[EXTRACTED DATA]
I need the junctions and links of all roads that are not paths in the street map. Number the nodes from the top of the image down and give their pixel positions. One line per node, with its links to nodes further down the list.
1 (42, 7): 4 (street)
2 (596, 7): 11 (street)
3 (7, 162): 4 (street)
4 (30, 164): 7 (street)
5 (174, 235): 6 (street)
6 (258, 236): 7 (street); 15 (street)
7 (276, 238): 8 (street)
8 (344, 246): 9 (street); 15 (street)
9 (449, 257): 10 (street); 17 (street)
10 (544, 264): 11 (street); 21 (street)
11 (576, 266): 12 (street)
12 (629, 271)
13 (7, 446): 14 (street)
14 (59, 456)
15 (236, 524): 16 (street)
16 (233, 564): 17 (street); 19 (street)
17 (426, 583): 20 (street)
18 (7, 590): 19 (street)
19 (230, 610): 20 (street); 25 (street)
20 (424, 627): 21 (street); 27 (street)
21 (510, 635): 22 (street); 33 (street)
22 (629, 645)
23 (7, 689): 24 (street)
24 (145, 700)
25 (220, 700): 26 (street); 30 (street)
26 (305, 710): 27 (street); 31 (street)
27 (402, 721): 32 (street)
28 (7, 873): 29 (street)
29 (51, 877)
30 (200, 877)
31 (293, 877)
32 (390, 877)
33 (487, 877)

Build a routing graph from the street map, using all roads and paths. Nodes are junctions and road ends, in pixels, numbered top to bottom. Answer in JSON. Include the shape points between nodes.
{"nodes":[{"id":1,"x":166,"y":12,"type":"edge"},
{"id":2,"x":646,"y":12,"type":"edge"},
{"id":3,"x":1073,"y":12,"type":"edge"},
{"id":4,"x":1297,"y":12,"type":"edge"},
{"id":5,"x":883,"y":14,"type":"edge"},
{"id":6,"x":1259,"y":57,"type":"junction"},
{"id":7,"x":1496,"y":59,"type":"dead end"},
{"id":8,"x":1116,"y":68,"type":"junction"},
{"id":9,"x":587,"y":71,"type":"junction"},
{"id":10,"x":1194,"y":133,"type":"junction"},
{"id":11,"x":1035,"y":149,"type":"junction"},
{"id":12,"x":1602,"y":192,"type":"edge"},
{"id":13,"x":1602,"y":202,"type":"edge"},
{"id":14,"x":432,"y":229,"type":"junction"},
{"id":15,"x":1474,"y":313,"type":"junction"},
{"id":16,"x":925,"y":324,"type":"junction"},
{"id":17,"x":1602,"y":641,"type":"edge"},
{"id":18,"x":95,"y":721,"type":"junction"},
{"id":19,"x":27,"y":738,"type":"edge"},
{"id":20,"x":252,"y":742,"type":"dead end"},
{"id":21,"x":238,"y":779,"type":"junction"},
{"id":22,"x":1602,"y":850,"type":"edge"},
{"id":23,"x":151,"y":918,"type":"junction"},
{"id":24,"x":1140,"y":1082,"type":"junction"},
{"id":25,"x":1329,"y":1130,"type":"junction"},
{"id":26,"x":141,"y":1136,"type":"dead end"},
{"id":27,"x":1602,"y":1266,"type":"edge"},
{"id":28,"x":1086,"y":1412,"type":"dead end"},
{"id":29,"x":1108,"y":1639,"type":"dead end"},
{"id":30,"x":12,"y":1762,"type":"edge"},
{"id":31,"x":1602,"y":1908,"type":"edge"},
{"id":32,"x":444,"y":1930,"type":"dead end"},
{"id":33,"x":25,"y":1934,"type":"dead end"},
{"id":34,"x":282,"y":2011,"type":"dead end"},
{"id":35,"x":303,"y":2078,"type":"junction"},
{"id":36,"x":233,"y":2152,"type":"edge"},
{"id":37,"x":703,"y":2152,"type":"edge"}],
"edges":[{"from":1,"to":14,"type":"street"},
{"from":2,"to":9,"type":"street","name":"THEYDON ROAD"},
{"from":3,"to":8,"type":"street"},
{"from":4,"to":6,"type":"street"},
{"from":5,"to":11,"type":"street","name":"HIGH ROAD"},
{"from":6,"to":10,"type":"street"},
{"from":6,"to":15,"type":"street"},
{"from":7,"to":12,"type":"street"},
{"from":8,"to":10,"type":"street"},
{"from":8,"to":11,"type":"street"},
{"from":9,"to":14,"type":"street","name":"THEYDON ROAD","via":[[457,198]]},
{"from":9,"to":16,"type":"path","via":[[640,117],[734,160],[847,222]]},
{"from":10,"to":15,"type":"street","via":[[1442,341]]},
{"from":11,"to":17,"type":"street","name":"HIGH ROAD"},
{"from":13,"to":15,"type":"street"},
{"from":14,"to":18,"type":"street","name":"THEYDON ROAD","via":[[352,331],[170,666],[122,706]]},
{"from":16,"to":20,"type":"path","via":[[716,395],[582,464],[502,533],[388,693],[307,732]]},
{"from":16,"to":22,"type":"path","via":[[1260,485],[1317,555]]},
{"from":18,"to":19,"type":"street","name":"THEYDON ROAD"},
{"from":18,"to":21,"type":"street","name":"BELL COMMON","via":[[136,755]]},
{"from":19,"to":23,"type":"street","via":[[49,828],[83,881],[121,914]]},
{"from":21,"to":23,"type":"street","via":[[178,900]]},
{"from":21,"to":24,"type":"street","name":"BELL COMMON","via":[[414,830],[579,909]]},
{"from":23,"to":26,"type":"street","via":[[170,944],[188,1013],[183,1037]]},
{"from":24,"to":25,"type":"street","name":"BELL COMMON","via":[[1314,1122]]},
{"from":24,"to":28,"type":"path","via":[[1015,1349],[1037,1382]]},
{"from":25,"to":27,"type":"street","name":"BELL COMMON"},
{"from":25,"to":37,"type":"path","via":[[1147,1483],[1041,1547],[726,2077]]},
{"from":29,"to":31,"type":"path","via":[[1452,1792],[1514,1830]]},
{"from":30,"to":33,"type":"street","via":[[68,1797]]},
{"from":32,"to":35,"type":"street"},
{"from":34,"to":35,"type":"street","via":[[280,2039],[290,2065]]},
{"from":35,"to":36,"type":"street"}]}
[/EXTRACTED DATA]
Every record above is to be restated exactly as it reads.

I need the junctions and links of all roads that are not paths in the street map. Number the nodes from the top of the image down and give their pixel positions. One line per node, with its links to nodes further down the list.
1 (42, 7): 4 (street)
2 (596, 7): 11 (street)
3 (7, 162): 4 (street)
4 (30, 164): 7 (street)
5 (174, 235): 6 (street)
6 (258, 236): 7 (street); 15 (street)
7 (276, 238): 8 (street)
8 (344, 246): 9 (street); 15 (street)
9 (449, 257): 10 (street); 17 (street)
10 (544, 264): 11 (street); 21 (street)
11 (576, 266): 12 (street)
12 (629, 271)
13 (7, 446): 14 (street)
14 (59, 456)
15 (236, 524): 16 (street)
16 (233, 564): 17 (street); 19 (street)
17 (426, 583): 20 (street)
18 (7, 590): 19 (street)
19 (230, 610): 20 (street); 25 (street)
20 (424, 627): 21 (street); 27 (street)
21 (510, 635): 22 (street); 33 (street)
22 (629, 645)
23 (7, 689): 24 (street)
24 (145, 700)
25 (220, 700): 26 (street); 30 (street)
26 (305, 710): 27 (street); 31 (street)
27 (402, 721): 32 (street)
28 (7, 873): 29 (street)
29 (51, 877)
30 (200, 877)
31 (293, 877)
32 (390, 877)
33 (487, 877)

Build a routing graph from the street map, using all roads and paths. Nodes are junctions and road ends, in pixels, numbered top to bottom. Answer in JSON. Include the shape points between nodes.
{"nodes":[{"id":1,"x":166,"y":12,"type":"edge"},
{"id":2,"x":646,"y":12,"type":"edge"},
{"id":3,"x":1073,"y":12,"type":"edge"},
{"id":4,"x":1297,"y":12,"type":"edge"},
{"id":5,"x":883,"y":14,"type":"edge"},
{"id":6,"x":1259,"y":57,"type":"junction"},
{"id":7,"x":1496,"y":59,"type":"dead end"},
{"id":8,"x":1116,"y":68,"type":"junction"},
{"id":9,"x":587,"y":71,"type":"junction"},
{"id":10,"x":1194,"y":133,"type":"junction"},
{"id":11,"x":1035,"y":149,"type":"junction"},
{"id":12,"x":1602,"y":192,"type":"edge"},
{"id":13,"x":1602,"y":202,"type":"edge"},
{"id":14,"x":432,"y":229,"type":"junction"},
{"id":15,"x":1474,"y":313,"type":"junction"},
{"id":16,"x":925,"y":324,"type":"junction"},
{"id":17,"x":1602,"y":641,"type":"edge"},
{"id":18,"x":95,"y":721,"type":"junction"},
{"id":19,"x":27,"y":738,"type":"edge"},
{"id":20,"x":252,"y":742,"type":"dead end"},
{"id":21,"x":238,"y":779,"type":"junction"},
{"id":22,"x":1602,"y":850,"type":"edge"},
{"id":23,"x":151,"y":918,"type":"junction"},
{"id":24,"x":1140,"y":1082,"type":"junction"},
{"id":25,"x":1329,"y":1130,"type":"junction"},
{"id":26,"x":141,"y":1136,"type":"dead end"},
{"id":27,"x":1602,"y":1266,"type":"edge"},
{"id":28,"x":1086,"y":1412,"type":"dead end"},
{"id":29,"x":1108,"y":1639,"type":"dead end"},
{"id":30,"x":12,"y":1762,"type":"edge"},
{"id":31,"x":1602,"y":1908,"type":"edge"},
{"id":32,"x":444,"y":1930,"type":"dead end"},
{"id":33,"x":25,"y":1934,"type":"dead end"},
{"id":34,"x":282,"y":2011,"type":"dead end"},
{"id":35,"x":303,"y":2078,"type":"junction"},
{"id":36,"x":233,"y":2152,"type":"edge"},
{"id":37,"x":703,"y":2152,"type":"edge"}],
"edges":[{"from":1,"to":14,"type":"street"},
{"from":2,"to":9,"type":"street","name":"THEYDON ROAD"},
{"from":3,"to":8,"type":"street"},
{"from":4,"to":6,"type":"street"},
{"from":5,"to":11,"type":"street","name":"HIGH ROAD"},
{"from":6,"to":10,"type":"street"},
{"from":6,"to":15,"type":"street"},
{"from":7,"to":12,"type":"street"},
{"from":8,"to":10,"type":"street"},
{"from":8,"to":11,"type":"street"},
{"from":9,"to":14,"type":"street","name":"THEYDON ROAD","via":[[457,198]]},
{"from":9,"to":16,"type":"path","via":[[640,117],[734,160],[847,222]]},
{"from":10,"to":15,"type":"street","via":[[1442,341]]},
{"from":11,"to":17,"type":"street","name":"HIGH ROAD"},
{"from":13,"to":15,"type":"street"},
{"from":14,"to":18,"type":"street","name":"THEYDON ROAD","via":[[352,331],[170,666],[122,706]]},
{"from":16,"to":20,"type":"path","via":[[716,395],[582,464],[502,533],[388,693],[307,732]]},
{"from":16,"to":22,"type":"path","via":[[1260,485],[1317,555]]},
{"from":18,"to":19,"type":"street","name":"THEYDON ROAD"},
{"from":18,"to":21,"type":"street","name":"BELL COMMON","via":[[136,755]]},
{"from":19,"to":23,"type":"street","via":[[49,828],[83,881],[121,914]]},
{"from":21,"to":23,"type":"street","via":[[178,900]]},
{"from":21,"to":24,"type":"street","name":"BELL COMMON","via":[[414,830],[579,909]]},
{"from":23,"to":26,"type":"street","via":[[170,944],[188,1013],[183,1037]]},
{"from":24,"to":25,"type":"street","name":"BELL COMMON","via":[[1314,1122]]},
{"from":24,"to":28,"type":"path","via":[[1015,1349],[1037,1382]]},
{"from":25,"to":27,"type":"street","name":"BELL COMMON"},
{"from":25,"to":37,"type":"path","via":[[1147,1483],[1041,1547],[726,2077]]},
{"from":29,"to":31,"type":"path","via":[[1452,1792],[1514,1830]]},
{"from":30,"to":33,"type":"street","via":[[68,1797]]},
{"from":32,"to":35,"type":"street"},
{"from":34,"to":35,"type":"street","via":[[280,2039],[290,2065]]},
{"from":35,"to":36,"type":"street"}]}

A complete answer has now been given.